Living abroad is still just living.  As Gus McCrae said to Lorie Wood (who believed everything would be better in California):
"Lorie darlin', life in San Francisco, you see, is still just life.  If you want any one thing too badly, it's likely to turn out to be a disappointment.  The only healthy way to live is to learn to like all the little everyday things..." (Lonesome Dove)
Friends and family back home have told us how brave and cool it is to be doing what we're doing, but I honestly think what they're doing is just as cool.   And aren't we all brave for getting through every day?  I don't mean to disparage travel or living outside your home country in the slightest, because yes, it is amazing to experience new things that help you understand yourself and your home on a deeper level by giving you a means of comparison.  But anyone can do that wherever they are, just by stretching their routine and traveling to another city or town, near or far.  I remember when N and I went to New York City for a weekend once, and trying to buy train tickets in the big, bad station was nerve-wracking and strange.  Certainly stranger than our routine existence in Northern Virginia!  We jumped whenever someone spoke to us because we were that out of our element.  We swore then and there that we needed to keep challenging ourselves because we were obviously sort of stuck in our ways to a degree we hadn't even been aware of.  But even with all that, I agree with ol' Gus.  The only healthy way to live is to learn to like all the little everyday things.  And if that means enjoying the everyday things while you're on a traveling adventure, so be it.
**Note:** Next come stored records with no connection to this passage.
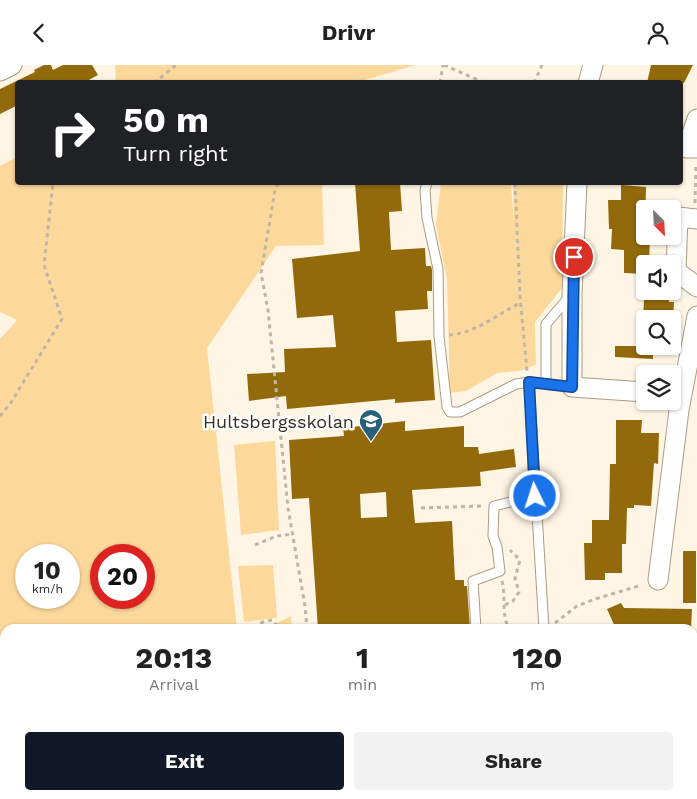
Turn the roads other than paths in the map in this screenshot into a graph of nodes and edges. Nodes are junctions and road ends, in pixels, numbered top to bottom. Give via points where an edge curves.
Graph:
1 (12, 65) edge
2 (593, 65) edge
3 (0, 71) edge
4 (589, 80) edge
5 (697, 119) edge
6 (697, 148) edge
7 (426, 185) edge
8 (577, 185) edge
9 (696, 219) edge
10 (697, 287) edge
11 (572, 294) junction
12 (697, 316) edge
13 (681, 379) edge
14 (529, 382) junction
15 (546, 383) junction
16 (572, 387) junction
17 (636, 392) edge
18 (675, 410) edge
19 (535, 496) junction
20 (658, 581) road end
21 (476, 624) edge
22 (544, 624) edge

1 - 3 street
2 - 4 street
5 - 6 street via 687,147
7 - 14 lane via 426,218 438,269 439,336 447,407 450,412 460,412 516,383
8 - 11 street
9 - 10 street via 678,217 676,271
11 - 15 lane via 546,323
11 - 16 street
12 - 13 street
14 - 15 lane
14 - 19 lane
15 - 16 lane
16 - 17 street
18 - 20 street
19 - 21 lane via 494,506 493,536 500,571 473,581
19 - 22 lane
Another one of my favorite quotes by Paul Theroux:
"Travel is only glamorous in retrospect." 
While you're "in it", you're just trying to get through it (i.e., changing a big, messy poopie diaper without wipes at a 2,000 year old Mexican dirt pyramid) and appreciate the little things (the kids chasing bubbles and birds in the shadow of the Zapopan Basilica).  But maybe this is just me!

I sometimes worry that I am a worse parent to Cubby than I was to Birdie and Deevie at this age.  I mean, I'm at HOME with him - which is more than I can say for the Narra of yore and our daughters of yore.  So that just means there's more time in each day to screw up!  I honestly feel that way a lot of the time.  Cubby watches a ton more TV (soothing kid programs like Max & Ruby, or Little Bear...but still) than B+D.  He eats all sorts of things that they didn't - like candy!  Good gracious.  Birdie didn't even know what a gummy bear was until she was at least three.  I've even given Cubby gum - that he quickly swallows.  How can I avoid it when his sisters are asking for G-U-M all day long (yes, they spell it out, but Cubby ain't no dummy.  We're going to see how long calling it "chicle" fools him).   He is such a sweet little demanding boy, and I hope I'm not leaving any permanent scars on him.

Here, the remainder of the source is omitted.